_TASK TO CARRY OUT_. Every line holding "roads" should be copied from the records below.

Collected data
********************

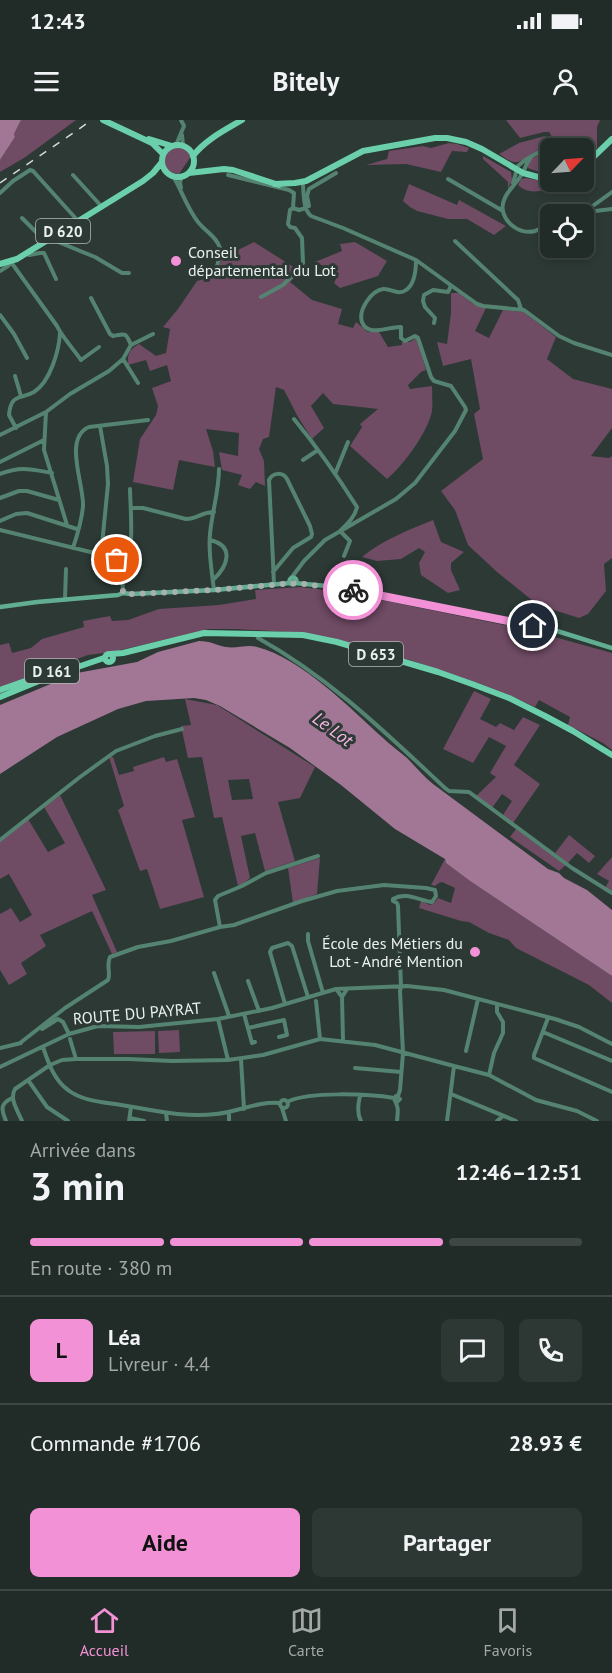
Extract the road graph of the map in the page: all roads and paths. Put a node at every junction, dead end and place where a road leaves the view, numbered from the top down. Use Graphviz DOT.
graph roads {
  1 [pos="103,120"];
  2 [pos="181,120"];
  3 [pos="242,120"];
  4 [pos="130,133"];
  5 [pos="612,139"];
  6 [pos="210,140"];
  7 [pos="180,146"];
  8 [pos="540,151"];
  9 [pos="163,154"];
  10 [pos="594,156"];
  11 [pos="194,158"];
  12 [pos="162,162"];
  13 [pos="212,170"];
  14 [pos="520,171"];
  15 [pos="189,173"];
  16 [pos="336,173"];
  17 [pos="73,175"];
  18 [pos="170,175"];
  19 [pos="228,175"];
  20 [pos="182,177"];
  21 [pos="540,177"];
  22 [pos="448,179"];
  23 [pos="143,181"];
  24 [pos="301,185"];
  25 [pos="182,192"];
  26 [pos="612,192"];
  27 [pos="0,193"];
  28 [pos="594,205"];
  29 [pos="102,207"];
  30 [pos="307,207"];
  31 [pos="293,208"];
  32 [pos="612,209"];
  33 [pos="503,211"];
  34 [pos="594,211"];
  35 [pos="22,218"];
  36 [pos="79,222"];
  37 [pos="540,229"];
  38 [pos="52,238"];
  39 [pos="455,240"];
  40 [pos="27,254"];
  41 [pos="417,260"];
  42 [pos="11,262"];
  43 [pos="0,264"];
  44 [pos="0,271"];
  45 [pos="129,273"];
  46 [pos="214,276"];
  47 [pos="56,279"];
  48 [pos="452,286"];
  49 [pos="261,297"];
  50 [pos="91,298"];
  51 [pos="521,309"];
  52 [pos="0,315"];
  53 [pos="434,323"];
  54 [pos="60,333"];
  55 [pos="153,334"];
  56 [pos="132,345"];
  57 [pos="99,347"];
  58 [pos="612,355"];
  59 [pos="27,358"];
  60 [pos="123,359"];
  61 [pos="15,376"];
  62 [pos="138,383"];
  63 [pos="21,396"];
  64 [pos="46,412"];
  65 [pos="294,419"];
  66 [pos="148,420"];
  67 [pos="99,426"];
  68 [pos="15,428"];
  69 [pos="0,435"];
  70 [pos="44,440"];
  71 [pos="348,442"];
  72 [pos="318,450"];
  73 [pos="303,460"];
  74 [pos="0,462"];
  75 [pos="219,469"];
  76 [pos="52,473"];
  77 [pos="0,474"];
  78 [pos="335,475"];
  79 [pos="130,489"];
  80 [pos="0,498"];
  81 [pos="60,501"];
  82 [pos="131,508"];
  83 [pos="214,512"];
  84 [pos="0,521"];
  85 [pos="67,525"];
  86 [pos="77,528"];
  87 [pos="0,530"];
  88 [pos="340,531"];
  89 [pos="210,540"];
  90 [pos="73,548"];
  91 [pos="101,555"];
  92 [pos="344,556"];
  93 [pos="66,569"];
  94 [pos="122,569"];
  95 [pos="273,572"];
  96 [pos="293,579"];
  97 [pos="213,581"];
  98 [pos="274,585"];
  99 [pos="214,590"];
  100 [pos="123,593"];
  101 [pos="64,600"];
  102 [pos="0,607"];
  103 [pos="257,634"];
  104 [pos="612,648"];
  105 [pos="108,658"];
  106 [pos="0,690"];
  107 [pos="0,697"];
  108 [pos="182,729"];
  109 [pos="612,755"];
  110 [pos="0,840"];
  111 [pos="318,856"];
  112 [pos="612,893"];
  113 [pos="220,927"];
  114 [pos="308,934"];
  115 [pos="214,973"];
  116 [pos="248,981"];
  117 [pos="401,987"];
  118 [pos="347,989"];
  119 [pos="336,990"];
  120 [pos="321,994"];
  121 [pos="310,997"];
  122 [pos="342,997"];
  123 [pos="478,999"];
  124 [pos="316,1001"];
  125 [pos="285,1004"];
  126 [pos="496,1005"];
  127 [pos="259,1011"];
  128 [pos="244,1014"];
  129 [pos="229,1016"];
  130 [pos="218,1018"];
  131 [pos="548,1018"];
  132 [pos="248,1028"];
  133 [pos="543,1032"];
  134 [pos="69,1035"];
  135 [pos="279,1037"];
  136 [pos="320,1039"];
  137 [pos="343,1040"];
  138 [pos="255,1042"];
  139 [pos="21,1043"];
  140 [pos="612,1044"];
  141 [pos="43,1047"];
  142 [pos="0,1048"];
  143 [pos="466,1051"];
  144 [pos="403,1053"];
  145 [pos="76,1059"];
  146 [pos="241,1059"];
  147 [pos="228,1060"];
  148 [pos="612,1061"];
  149 [pos="50,1065"];
  150 [pos="454,1066"];
  151 [pos="0,1067"];
  152 [pos="355,1068"];
  153 [pos="401,1072"];
  154 [pos="489,1075"];
  155 [pos="28,1080"];
  156 [pos="612,1092"];
  157 [pos="451,1094"];
  158 [pos="360,1096"];
  159 [pos="12,1098"];
  160 [pos="396,1099"];
  161 [pos="284,1105"];
  162 [pos="132,1107"];
  163 [pos="244,1109"];
  164 [pos="166,1113"];
  165 [pos="229,1113"];
  166 [pos="503,1116"];
  167 [pos="130,1120"];
  168 [pos="6,1121"];
  169 [pos="22,1121"];
  170 [pos="68,1121"];
  171 [pos="144,1121"];
  172 [pos="167,1121"];
  173 [pos="229,1121"];
  174 [pos="286,1121"];
  175 [pos="362,1121"];
  176 [pos="397,1121"];
  177 [pos="447,1121"];
  178 [pos="497,1121"];
  179 [pos="516,1121"];
  180 [pos="597,1121"];
  1 -- 4 [label="main road"];
  2 -- 7 [label="street"];
  3 -- 6 [label="main road"];
  4 -- 7 [label="main road"];
  4 -- 9 [label="main road"];
  5 -- 10 [label="main road"];
  6 -- 7 [label="main road"];
  6 -- 11 [label="main road"];
  7 -- 9 [label="main road"];
  7 -- 11 [label="main road"];
  8 -- 14 [label="street"];
  9 -- 12 [label="main road"];
  11 -- 13 [label="main road"];
  11 -- 15 [label="main road"];
  12 -- 18 [label="main road"];
  12 -- 23 [label="main road, D 620"];
  13 -- 15 [label="main road"];
  13 -- 24 [label="main road"];
  14 -- 21 [label="main road"];
  14 -- 24 [label="main road"];
  14 -- 33 [label="street"];
  15 -- 20 [label="main road"];
  16 -- 30 [label="street"];
  17 -- 29 [label="street"];
  18 -- 20 [label="main road"];
  18 -- 23 [label="main road, D 620"];
  18 -- 25 [label="street"];
  19 -- 31 [label="street"];
  20 -- 25 [label="street"];
  22 -- 33 [label="street"];
  23 -- 29 [label="main road, D 620"];
  24 -- 30 [label="street"];
  25 -- 46 [label="street"];
  26 -- 28 [label="street"];
  27 -- 36 [label="street"];
  29 -- 36 [label="main road, D 620"];
  30 -- 31 [label="street"];
  30 -- 41 [label="street"];
  31 -- 49 [label="street"];
  32 -- 34 [label="street"];
  33 -- 37 [label="street"];
  35 -- 38 [label="street"];
  36 -- 38 [label="main road, D 620"];
  38 -- 40 [label="main road, D 620"];
  38 -- 45 [label="street"];
  39 -- 51 [label="street"];
  40 -- 42 [label="main road, D 620"];
  40 -- 47 [label="street"];
  41 -- 48 [label="street"];
  41 -- 88 [label="street"];
  42 -- 43 [label="main road, D 620"];
  42 -- 44 [label="street"];
  42 -- 54 [label="street"];
  48 -- 51 [label="street"];
  48 -- 53 [label="street"];
  50 -- 56 [label="street"];
  51 -- 58 [label="street"];
  52 -- 59 [label="street"];
  54 -- 57 [label="street"];
  54 -- 63 [label="street"];
  55 -- 56 [label="street"];
  56 -- 60 [label="street"];
  60 -- 62 [label="street"];
  60 -- 64 [label="street"];
  61 -- 63 [label="street"];
  63 -- 68 [label="street"];
  64 -- 68 [label="street"];
  64 -- 70 [label="street"];
  65 -- 72 [label="street"];
  66 -- 67 [label="street"];
  67 -- 86 [label="street"];
  67 -- 91 [label="street"];
  68 -- 69 [label="street"];
  70 -- 74 [label="street"];
  70 -- 76 [label="street"];
  71 -- 78 [label="street"];
  72 -- 73 [label="street"];
  72 -- 78 [label="street"];
  75 -- 83 [label="street"];
  76 -- 77 [label="street"];
  76 -- 81 [label="street"];
  78 -- 88 [label="street"];
  79 -- 82 [label="street"];
  80 -- 81 [label="street"];
  81 -- 85 [label="street"];
  82 -- 83 [label="street"];
  82 -- 94 [label="street"];
  83 -- 89 [label="street"];
  84 -- 85 [label="street"];
  85 -- 86 [label="street"];
  86 -- 90 [label="street"];
  87 -- 90 [label="street"];
  88 -- 92 [label="street"];
  88 -- 96 [label="street"];
  89 -- 97 [label="street"];
  89 -- 97 [label="street"];
  90 -- 91 [label="street"];
  91 -- 94 [label="street"];
  93 -- 101 [label="street"];
  94 -- 100 [label="street"];
  95 -- 95 [label="street"];
  95 -- 98 [label="street"];
  96 -- 98 [label="street"];
  96 -- 104 [label="street"];
  97 -- 99 [label="street"];
  98 -- 99 [label="street"];
  99 -- 100 [label="street"];
  100 -- 101 [label="street"];
  101 -- 102 [label="street"];
  103 -- 105 [label="main road, D 653"];
  103 -- 109 [label="main road, D 653"];
  103 -- 112 [label="street"];
  105 -- 106 [label="main road, D 161"];
  105 -- 107 [label="main road, D 653"];
  108 -- 110 [label="street"];
  111 -- 113 [label="street"];
  113 -- 117 [label="street"];
  113 -- 139 [label="street"];
  114 -- 120 [label="street"];
  115 -- 129 [label="street"];
  116 -- 127 [label="street"];
  117 -- 118 [label="street, ROUTE DU PAYRAT"];
  117 -- 123 [label="street, ROUTE DU PAYRAT"];
  117 -- 144 [label="street"];
  118 -- 119 [label="street, ROUTE DU PAYRAT"];
  118 -- 122 [label="street"];
  119 -- 120 [label="street, ROUTE DU PAYRAT"];
  119 -- 122 [label="street"];
  120 -- 121 [label="street, ROUTE DU PAYRAT"];
  120 -- 124 [label="street"];
  121 -- 124 [label="street"];
  121 -- 125 [label="street, ROUTE DU PAYRAT"];
  121 -- 125 [label="street"];
  122 -- 137 [label="street"];
  123 -- 126 [label="street, ROUTE DU PAYRAT"];
  123 -- 143 [label="street"];
  124 -- 136 [label="street"];
  125 -- 127 [label="street, ROUTE DU PAYRAT"];
  126 -- 131 [label="street, ROUTE DU PAYRAT"];
  126 -- 154 [label="street"];
  127 -- 128 [label="street, ROUTE DU PAYRAT"];
  128 -- 129 [label="street, ROUTE DU PAYRAT"];
  128 -- 132 [label="street"];
  129 -- 130 [label="street, ROUTE DU PAYRAT"];
  130 -- 134 [label="street, ROUTE DU PAYRAT"];
  130 -- 147 [label="street"];
  131 -- 133 [label="street"];
  131 -- 140 [label="street, ROUTE DU PAYRAT"];
  132 -- 135 [label="street"];
  132 -- 138 [label="street"];
  133 -- 148 [label="street"];
  133 -- 156 [label="street"];
  134 -- 139 [label="street, ROUTE DU PAYRAT"];
  134 -- 141 [label="street"];
  134 -- 145 [label="street"];
  136 -- 137 [label="street"];
  136 -- 146 [label="street"];
  137 -- 144 [label="street"];
  139 -- 142 [label="street, ROUTE DU PAYRAT"];
  141 -- 149 [label="street"];
  141 -- 151 [label="street"];
  144 -- 150 [label="street"];
  144 -- 153 [label="street"];
  145 -- 147 [label="street"];
  145 -- 149 [label="street"];
  146 -- 147 [label="street"];
  146 -- 163 [label="street"];
  149 -- 155 [label="street"];
  149 -- 162 [label="street"];
  150 -- 154 [label="street"];
  150 -- 157 [label="street"];
  152 -- 153 [label="street"];
  153 -- 160 [label="street"];
  154 -- 180 [label="street"];
  155 -- 159 [label="street"];
  155 -- 170 [label="street"];
  157 -- 166 [label="street"];
  157 -- 177 [label="street"];
  158 -- 160 [label="street"];
  158 -- 161 [label="street"];
  158 -- 175 [label="street"];
  159 -- 168 [label="street"];
  159 -- 169 [label="street"];
  160 -- 176 [label="street"];
  161 -- 163 [label="street"];
  161 -- 174 [label="street"];
  162 -- 164 [label="street"];
  162 -- 167 [label="street"];
  163 -- 165 [label="street"];
  164 -- 165 [label="street"];
  164 -- 172 [label="street"];
  165 -- 173 [label="street"];
  166 -- 178 [label="street"];
  166 -- 179 [label="street"];
  167 -- 171 [label="street"];
}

********************

_ANSWER SECTION_.
Extract the road graph of the map in the page: all roads and paths. Put a node at every junction, dead end and place where a road leaves the view, numbered from the top down. Use Graphviz DOT.
graph roads {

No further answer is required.